◆ **WORK INSTRUCTION**
Print out the data exactly, keeping every image out of it.

══ TASK DATA ══

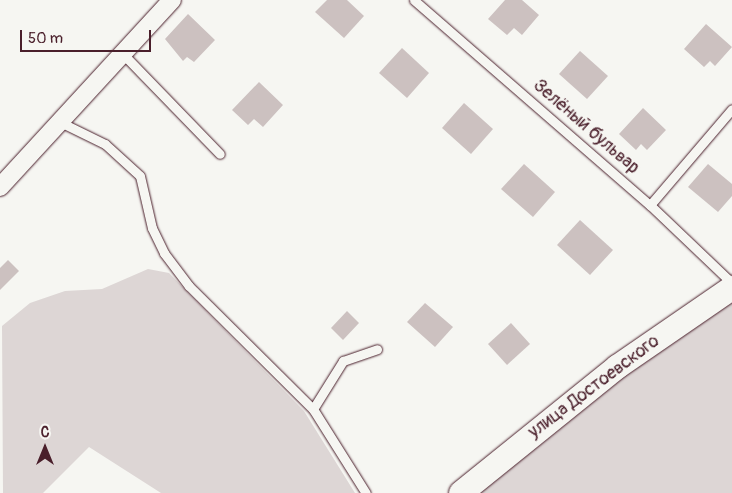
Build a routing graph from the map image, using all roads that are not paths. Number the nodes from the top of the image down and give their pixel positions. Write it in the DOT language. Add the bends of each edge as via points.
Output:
graph roads {
  1 [pos="172,0"];
  2 [pos="414,0"];
  3 [pos="123,54"];
  4 [pos="732,109"];
  5 [pos="60,122"];
  6 [pos="220,154"];
  7 [pos="0,187"];
  8 [pos="650,205"];
  9 [pos="732,283"];
  10 [pos="732,288"];
  11 [pos="377,349"];
  12 [pos="313,409"];
  13 [pos="366,493"];
  14 [pos="461,493"];
  1 -- 3 [label="street"];
  2 -- 8 [label="lane, Зелёный бульвар"];
  3 -- 5 [label="street"];
  3 -- 6 [label="lane"];
  4 -- 8 [label="lane"];
  5 -- 7 [label="street"];
  5 -- 12 [label="lane" via="104,144 140,176 152,228 164,253 189,286"];
  8 -- 9 [label="lane, Зелёный бульвар"];
  10 -- 14 [label="main road, улица Достоевского" via="617,367"];
  11 -- 12 [label="lane" via="343,361"];
  12 -- 13 [label="lane"];
}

═══

◆ **OUTPUT FOR THIS TASK**
Build a routing graph from the map image, using all roads that are not paths. Number the nodes from the top of the image down and give their pixel positions. Write it in the DOT language. Add the bends of each edge as via points.
Output:
graph roads {
  1 [pos="172,0"];
  2 [pos="414,0"];
  3 [pos="123,54"];
  4 [pos="732,109"];
  5 [pos="60,122"];
  6 [pos="220,154"];
  7 [pos="0,187"];
  8 [pos="650,205"];
  9 [pos="732,283"];
  10 [pos="732,288"];
  11 [pos="377,349"];
  12 [pos="313,409"];
  13 [pos="366,493"];
  14 [pos="461,493"];
  1 -- 3 [label="street"];
  2 -- 8 [label="lane, Зелёный бульвар"];
  3 -- 5 [label="street"];
  3 -- 6 [label="lane"];
  4 -- 8 [label="lane"];
  5 -- 7 [label="street"];
  5 -- 12 [label="lane" via="104,144 140,176 152,228 164,253 189,286"];
  8 -- 9 [label="lane, Зелёный бульвар"];
  10 -- 14 [label="main road, улица Достоевского" via="617,367"];
  11 -- 12 [label="lane" via="343,361"];
  12 -- 13 [label="lane"];
}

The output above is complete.